3: i do not want to see these photos posted elsewhere. this is for this site only. if i see them re-posted elsewhere, the thread comes down, the photos get deleted, i stop sharing. and because i have access to the beta from Wave 1 invites, its likely that i will have access to later beta events as well. if you want to see more, don't steal my work and try to take credit for it.

With that said: what do you want to see? =D


So far requested:

-Race/Class Screenshots.

-Traits info.

----------


## TehVoyager

Note: the GW2 Beta client is now available from the Guild wars 2 site.

No, at this time, i wont provide a link, as im uncertian if they could track who is sharing info via some type of metainfo in the Exe.

but the client is out, and im downloading it now.  :Smile:

----------


## Confucius

I'd like to see character creation for each race, if you could just go to it and select each race and class one at a time, thanks! +Rep for risking your life right now.

----------


## TehVoyager

lol how does one kill that whitch has no life? xD

i'll see what i can do.

----------


## Analhammer

just as a side note, it may be a good idea to keep all the .exe and .dll files of the beta clients. They may contain very usefull information that arenanet may remove from them in the release versions.
(very nice for creating bots/emulators)

----------


## TehVoyager

good point. once the beta gets a little farther along, i might zip up what i have and find some safe people to hand it over to.

----------


## gezus

> I'd like to see character creation for each race, if you could just go to it and select each race and class one at a time, thanks! +Rep for risking your life right now.

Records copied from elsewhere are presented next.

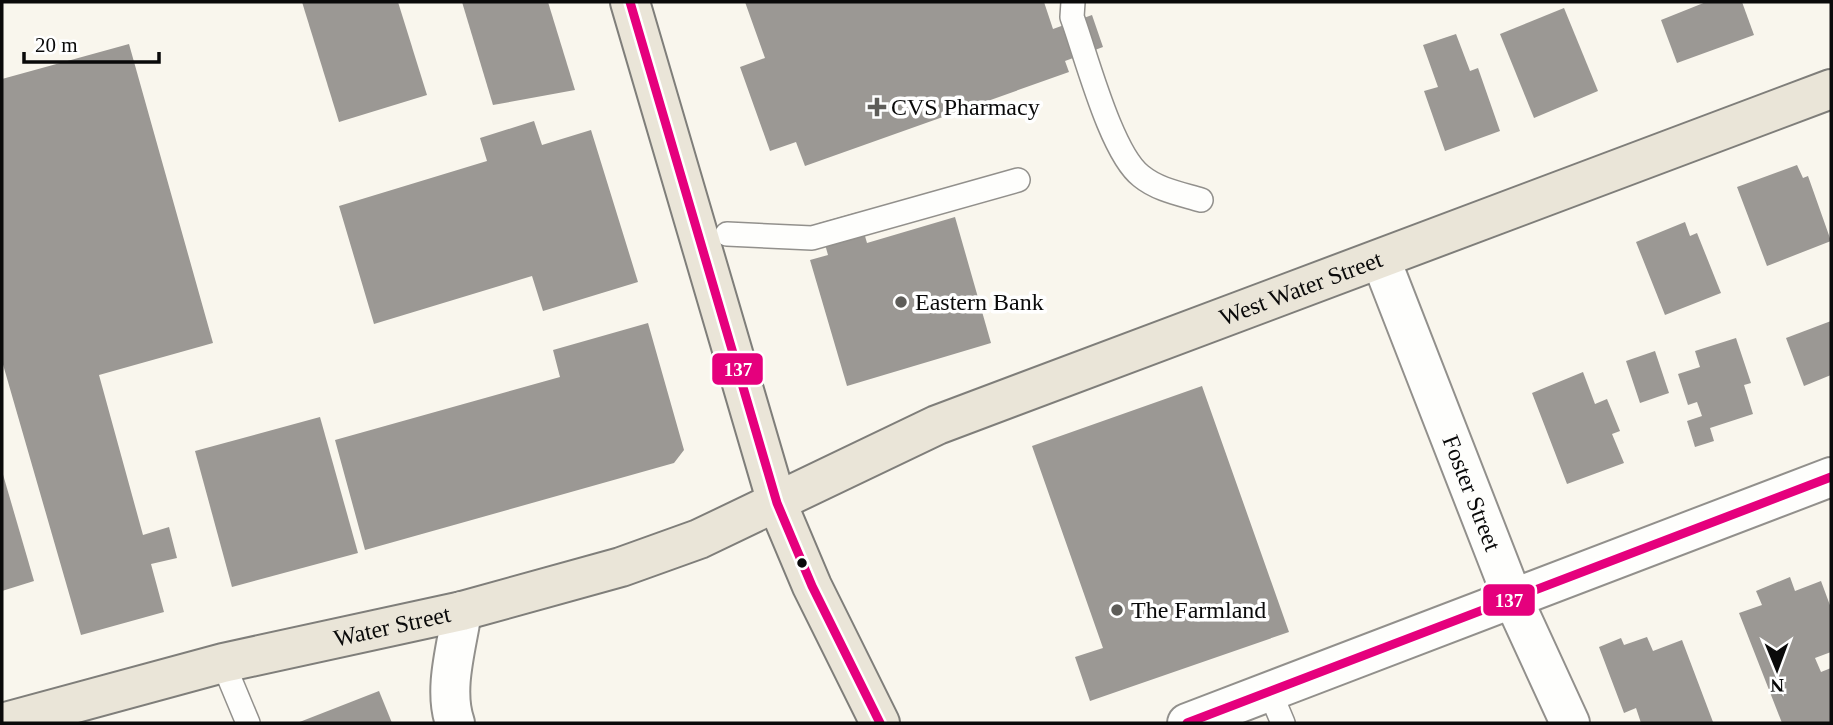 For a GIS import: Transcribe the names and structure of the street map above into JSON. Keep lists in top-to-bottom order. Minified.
{"streets":{"main road":["West Water Street","Water Street"],"street":["Foster Street"]},"crossings":[["West Water Street","Foster Street"],["West Water Street","Water Street"]],"places":{"health":["CVS Pharmacy"],"other":["Eastern Bank","The Farmland"]},"lines":["transit line 137"],"scale_bar":"20 m","north":"bottom"} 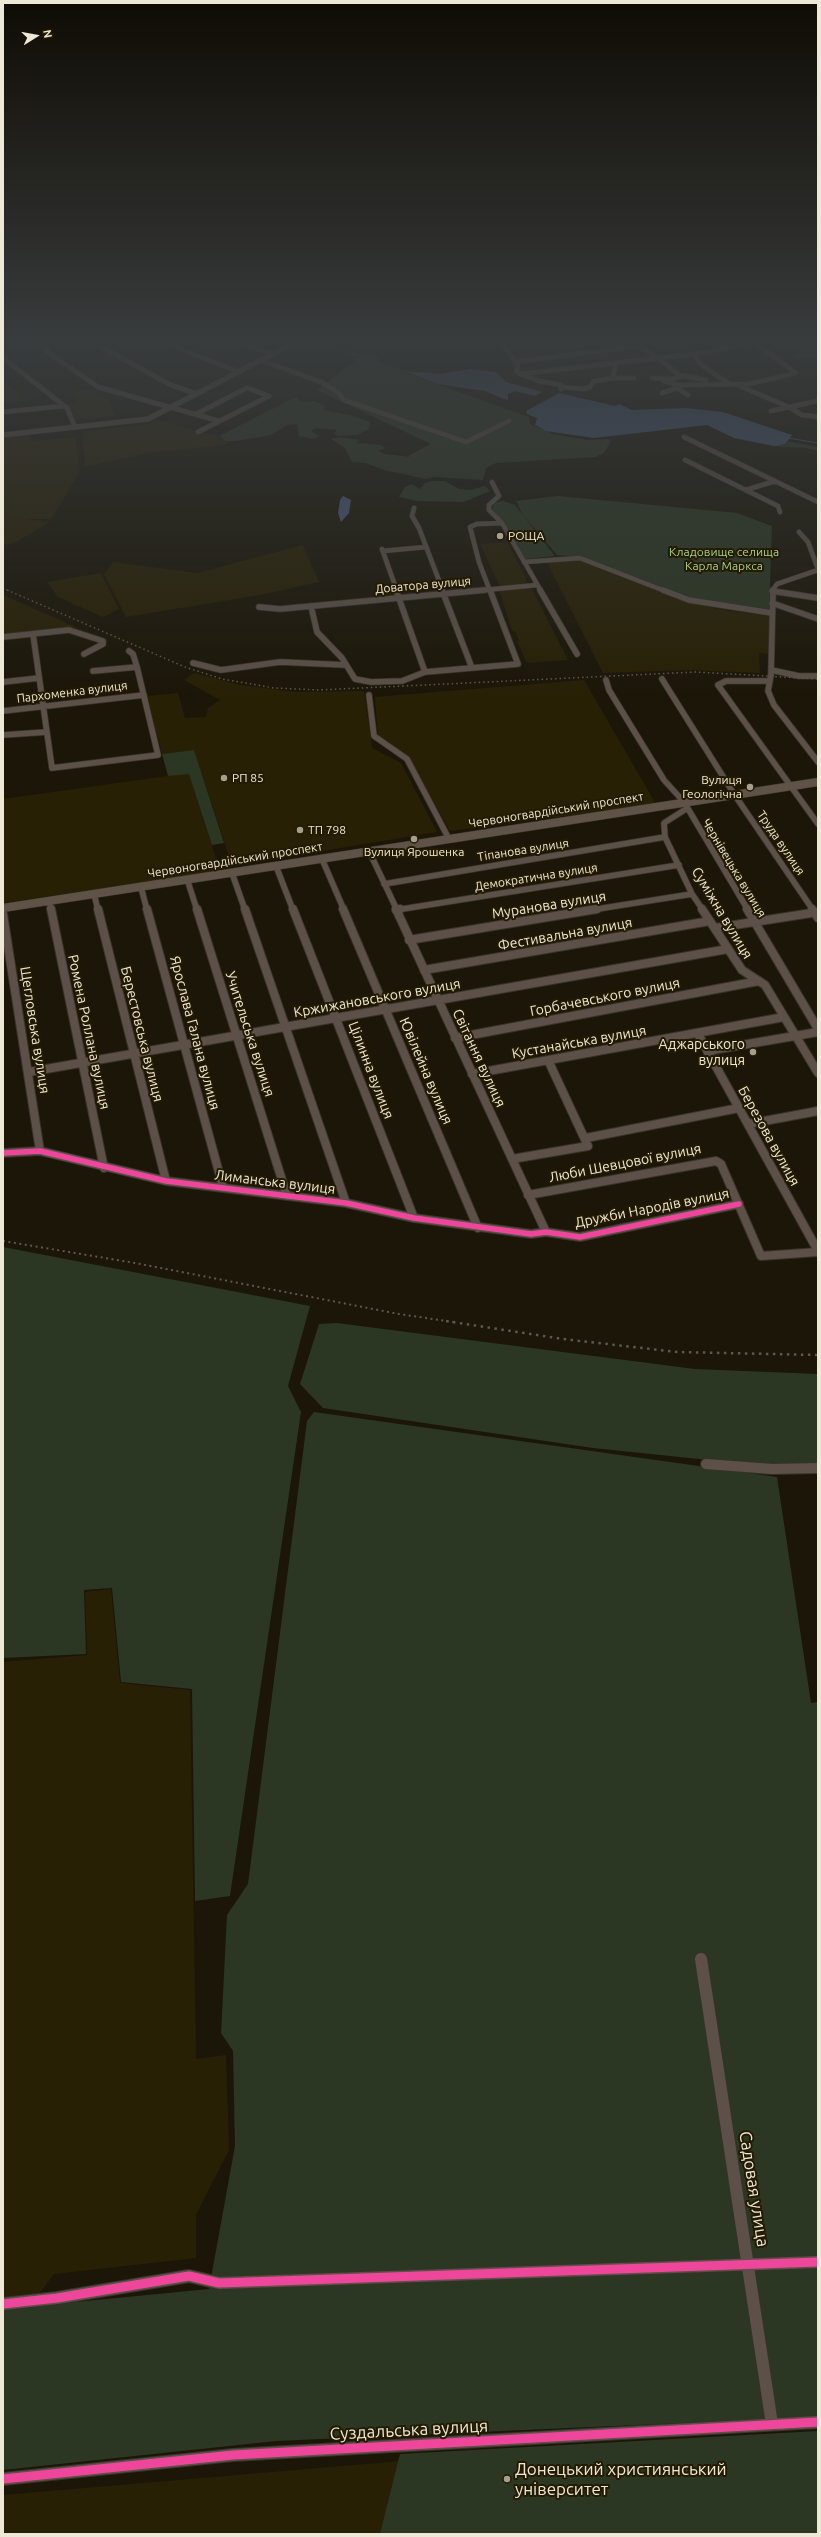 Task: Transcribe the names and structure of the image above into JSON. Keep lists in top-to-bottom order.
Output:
{
  "streets": {
    "main road": ["Червоногвардійський проспект"],
    "street": [
      "Доватора вулиця",
      "Пархоменка вулиця",
      "Труда вулиця",
      "Тіпанова вулиця",
      "Чернівецька вулиця",
      "Демократична вулиця",
      "Муранова вулиця",
      "Суміжна вулиця",
      "Фестивальна вулиця",
      "Горбачевського вулиця",
      "Кржижановського вулиця",
      "Щегловська вулиця",
      "Ромена Роллана вулиця",
      "Ярослава Галана вулиця",
      "Берестовська вулиця",
      "Учительська вулиця",
      "Кустанайська вулиця",
      "Світання вулиця",
      "Цілинна вулиця",
      "Ювілейна вулиця",
      "Березова вулиця",
      "Люби Шевцової вулиця",
      "Лиманська вулиця",
      "Дружби Народів вулиця",
      "Садовая улица",
      "Суздальська вулиця"
    ]
  },
  "crossings": [
    ["Червоногвардійський проспект", "Труда вулиця"],
    ["Червоногвардійський проспект", "Чернівецька вулиця"],
    ["Червоногвардійський проспект", "Ромена Роллана вулиця"],
    ["Червоногвардійський проспект", "Ярослава Галана вулиця"],
    ["Червоногвардійський проспект", "Берестовська вулиця"],
    ["Червоногвардійський проспект", "Учительська вулиця"],
    ["Червоногвардійський проспект", "Світання вулиця"],
    ["Червоногвардійський проспект", "Цілинна вулиця"],
    ["Червоногвардійський проспект", "Ювілейна вулиця"],
    ["Тіпанова вулиця", "Суміжна вулиця"],
    ["Тіпанова вулиця", "Світання вулиця"],
    ["Демократична вулиця", "Суміжна вулиця"],
    ["Демократична вулиця", "Світання вулиця"],
    ["Муранова вулиця", "Суміжна вулиця"],
    ["Муранова вулиця", "Світання вулиця"],
    ["Суміжна вулиця", "Фестивальна вулиця"],
    ["Суміжна вулиця", "Горбачевського вулиця"],
    ["Суміжна вулиця", "Кржижановського вулиця"],
    ["Суміжна вулиця", "Кустанайська вулиця"],
    ["Фестивальна вулиця", "Світання вулиця"],
    ["Горбачевського вулиця", "Світання вулиця"],
    ["Кржижановського вулиця", "Щегловська вулиця"],
    ["Кржижановського вулиця", "Ромена Роллана вулиця"],
    ["Кржижановського вулиця", "Ярослава Галана вулиця"],
    ["Кржижановського вулиця", "Берестовська вулиця"],
    ["Кржижановського вулиця", "Учительська вулиця"],
    ["Кржижановського вулиця", "Світання вулиця"],
    ["Кржижановського вулиця", "Цілинна вулиця"],
    ["Кржижановського вулиця", "Ювілейна вулиця"],
    ["Щегловська вулиця", "Лиманська вулиця"],
    ["Ромена Роллана вулиця", "Лиманська вулиця"],
    ["Ярослава Галана вулиця", "Лиманська вулиця"],
    ["Берестовська вулиця", "Лиманська вулиця"],
    ["Учительська вулиця", "Лиманська вулиця"],
    ["Кустанайська вулиця", "Світання вулиця"],
    ["Кустанайська вулиця", "Березова вулиця"],
    ["Світання вулиця", "Люби Шевцової вулиця"],
    ["Світання вулиця", "Лиманська вулиця"],
    ["Світання вулиця", "Дружби Народів вулиця"],
    ["Цілинна вулиця", "Лиманська вулиця"],
    ["Ювілейна вулиця", "Лиманська вулиця"],
    ["Березова вулиця", "Люби Шевцової вулиця"],
    ["Люби Шевцової вулиця", "Дружби Народів вулиця"],
    ["Лиманська вулиця", "Дружби Народів вулиця"],
    ["Садовая улица", "Суздальська вулиця"]
  ],
  "parks": ["Кладовище селища Карла Маркса"],
  "places": [
    "РОЩА",
    "РП 85",
    "Вулиця Геологічна",
    "ТП 798",
    "Вулиця Ярошенка",
    "Аджарського вулиця",
    "Донецький християнський університет"
  ],
  "north": "right"
} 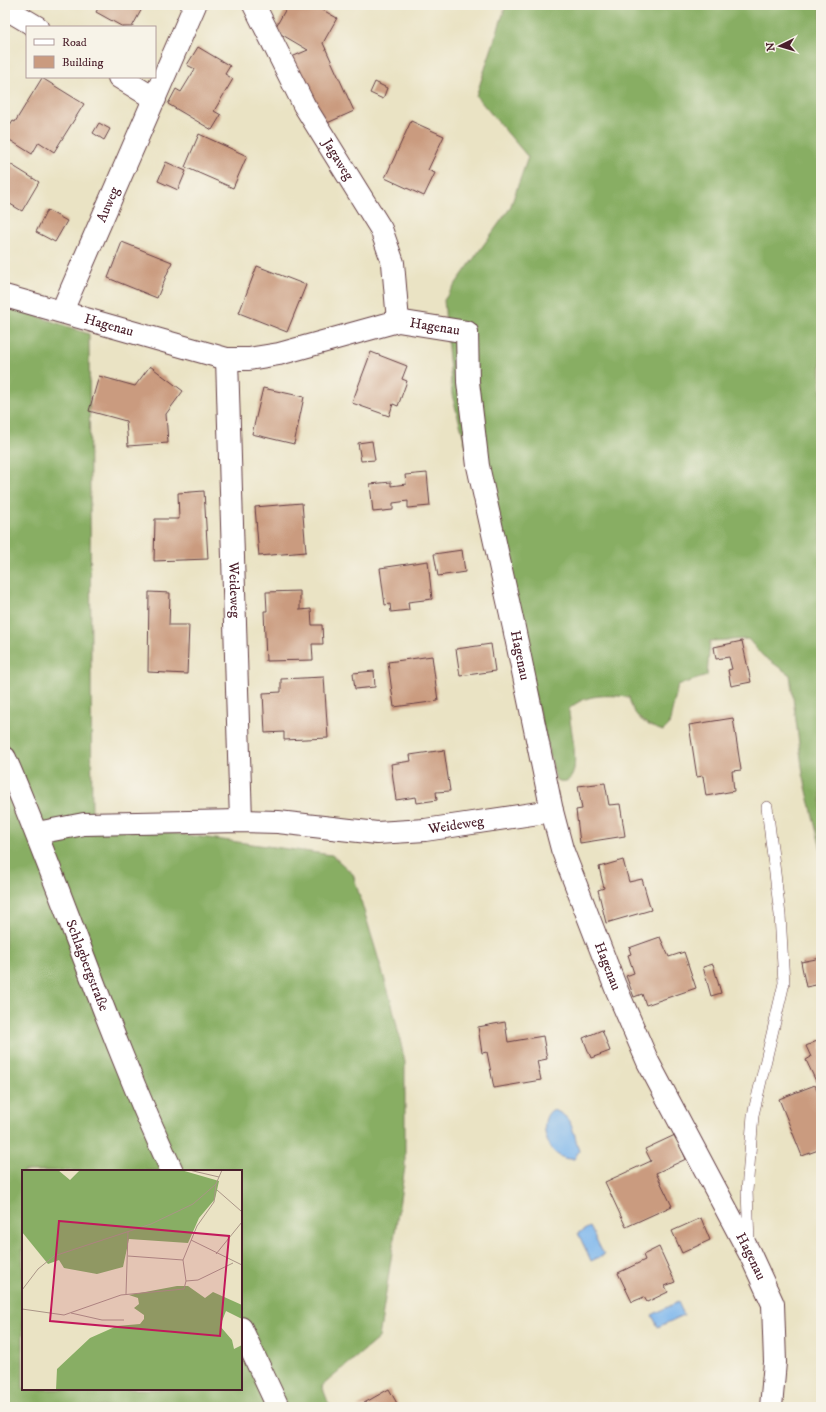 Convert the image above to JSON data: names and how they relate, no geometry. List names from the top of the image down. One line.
{"streets":{"street":["Jagaweg","Auweg","Hagenau","Weideweg","Schlagbergstraße"]},"crossings":[["Jagaweg","Hagenau"],["Auweg","Hagenau"],["Hagenau","Weideweg"],["Weideweg","Schlagbergstraße"]],"legend":["Road","Building"],"north":"left"}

Ton of great video stuff here, including the character creator for each class that was available at the time. The Gamebreaker.tv crew had a lot of hands on during the press event. 

Guild Wars 2

----------


## timmy22

Trais!!! for each race?

----------


## TehVoyager

> Trais!!! for each race?


Sorry, what are Trais?

----------


## timmy22

Traits lol sorry.. I really reallyed wanted to get a beta invite but no luck  :Frown:  whats your rig? /video card?

----------


## TehVoyager

Not going to release that info Timmy22, sorry. as I've already said, Safety first.

I will however look into Trait info releasing.

----------


## timmy22

I was more talking about your video card.
Someone said there were only letting ppl in with Nvidia cards

----------


## TehVoyager

idk, that's kind of Anecdotal tbh....

----------


## jannu100

> I was more talking about your video card.
> Someone said there were only letting ppl in with Nvidia cards


How i have ATI then?  :Wink:

----------


## naxxgor

Don't really have any requests, I think I have already seen enough pictures  :Smile:  

Anyway, you got good luck to get in  :Smile:

----------


## Itazuki

Videos of some real pvp / pve where you show how the game can actually be played, if the player actually knows what he does.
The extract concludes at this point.